Ingrid Coats writes home from the Outdoor Academy

Coates has picked up the banjo since attending the OA. “I’m excited to impress all my friends when I come home,” she said.

Illustration by Kira Hynes

Coates has picked up the banjo since attending the OA. “I’m excited to impress all my friends when I come home,” she said.

From her small cabin, she writes. She scrawls out her experiences in dark pen on a leaf of college ruled paper. She’s lived at 42 Hart Road, Pisgah Forest, since mid-January. Strenuous and novel as it is, Ingrid Coats found her way into an entirely new world. “It’s weird and super exhausting, but it is fun, and I wouldn’t trade the experience for anything.” (See December 2011 Carpe Diem, p. 22, for the original story.)

It turns out that the experience is harder than she anticipated, “We hike to the top of this little mountain almost every morning,” she said. “[All of us students] are always together.” Beyond that, students attend an extensive study hall Sunday through Thursday that lasts two hours. “It’s nice because we get all our work done, but it’s never-ending,” she said.

Coates has been out of verbal contact with her friends for as long as she’s been gone. “We have to share one phone between all of us,” she said.
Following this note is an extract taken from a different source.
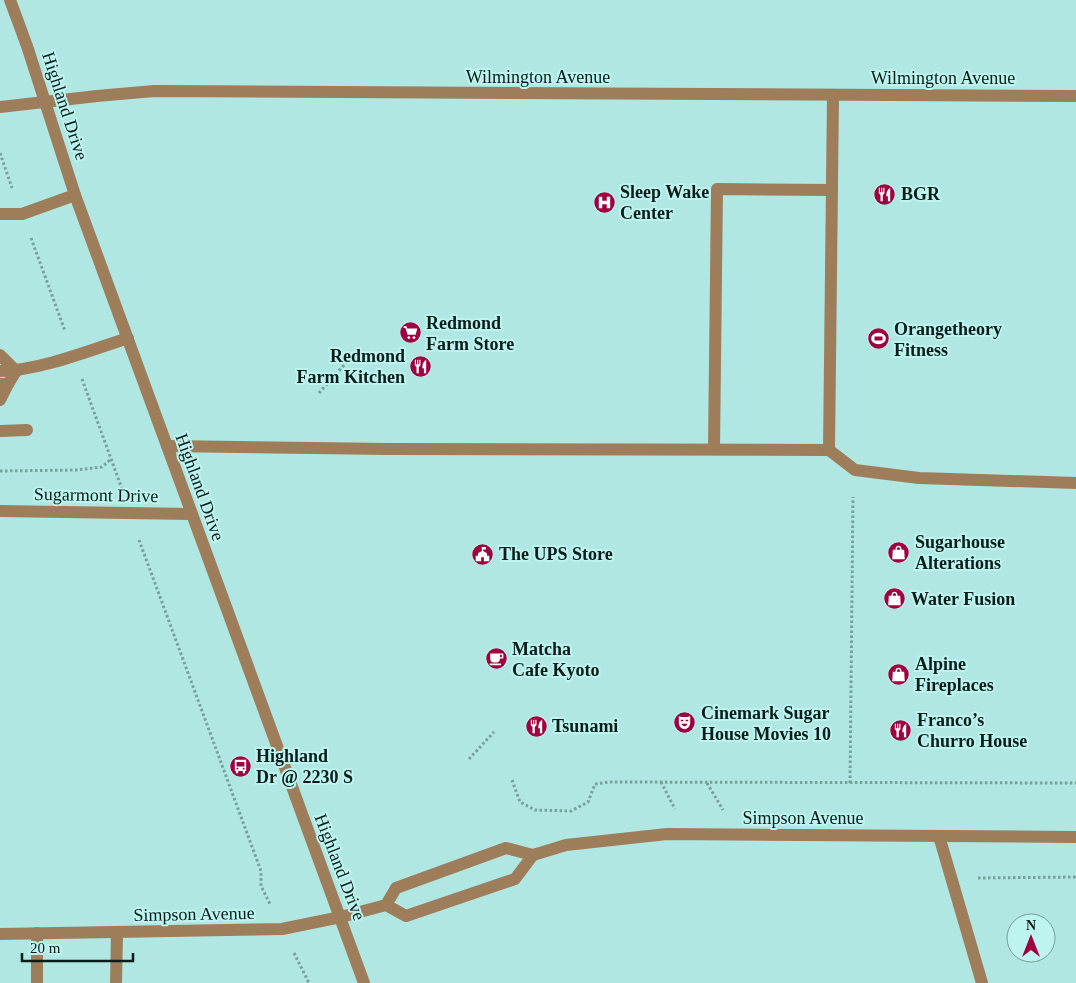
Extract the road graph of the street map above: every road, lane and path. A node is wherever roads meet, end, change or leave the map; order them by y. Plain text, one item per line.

Considering her and her friends’ busy lifestyles, letters from them are an infrequent gem for Coates. “I love it when people write me,” she said. “It’s the one peek I get into what’s going on in the social world back home.”

Throughout all this change, Coates has learned a handful of new skills in what little free time she has. “I got to start playing the banjo, claw hammer style,” she said. “It’s painful for your fingers and arms, but it is super fun.”
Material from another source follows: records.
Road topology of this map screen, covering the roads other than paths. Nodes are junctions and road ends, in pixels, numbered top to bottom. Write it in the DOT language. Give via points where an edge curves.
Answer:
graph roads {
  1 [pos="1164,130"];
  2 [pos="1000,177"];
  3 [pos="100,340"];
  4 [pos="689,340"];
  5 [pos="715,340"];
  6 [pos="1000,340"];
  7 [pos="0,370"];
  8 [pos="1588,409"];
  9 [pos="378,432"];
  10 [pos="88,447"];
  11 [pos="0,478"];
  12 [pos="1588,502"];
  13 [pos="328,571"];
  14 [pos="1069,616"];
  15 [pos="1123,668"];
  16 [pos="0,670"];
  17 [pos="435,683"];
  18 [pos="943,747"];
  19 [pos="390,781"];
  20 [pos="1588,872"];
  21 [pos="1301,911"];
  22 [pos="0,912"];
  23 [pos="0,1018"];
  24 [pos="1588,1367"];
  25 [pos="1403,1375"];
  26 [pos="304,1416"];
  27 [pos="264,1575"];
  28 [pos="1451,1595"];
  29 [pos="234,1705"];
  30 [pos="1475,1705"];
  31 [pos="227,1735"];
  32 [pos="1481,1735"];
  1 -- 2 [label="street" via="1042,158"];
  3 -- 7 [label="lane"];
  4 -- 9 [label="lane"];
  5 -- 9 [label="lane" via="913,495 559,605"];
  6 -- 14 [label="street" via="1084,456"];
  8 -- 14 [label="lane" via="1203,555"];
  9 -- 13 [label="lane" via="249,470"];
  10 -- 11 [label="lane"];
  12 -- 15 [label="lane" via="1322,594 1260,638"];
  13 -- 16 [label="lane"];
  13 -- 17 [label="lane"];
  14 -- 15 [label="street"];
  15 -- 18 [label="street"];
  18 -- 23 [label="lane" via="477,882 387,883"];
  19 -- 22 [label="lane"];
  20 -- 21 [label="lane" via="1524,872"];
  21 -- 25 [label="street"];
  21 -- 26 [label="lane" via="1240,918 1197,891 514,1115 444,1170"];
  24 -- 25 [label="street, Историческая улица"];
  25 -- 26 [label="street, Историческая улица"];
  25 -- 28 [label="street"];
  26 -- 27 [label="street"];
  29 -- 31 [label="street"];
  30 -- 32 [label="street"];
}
Coates does miss home, and some things about Decatur, but it’s a sacrifice she says she’s okay with. “There is no drama program, which I really miss, but hey, I have the banjo to keep me company,” she said.

Despite some quirky rules, like the abolition of select words, like “sucks,” from the vocabularies of Coates and her peers, the Outdoor Academy has proven to be an ideal place to go to school. “I can’t say that everything about it’s great, I mean it’s still school” Coates said. “But I can say that it’s won my heart in several ways, and that’s more than I can say about other such situations I’ve come by.”

GDE Error: Error retrieving file - if necessary turn off error checking (404:Not Found)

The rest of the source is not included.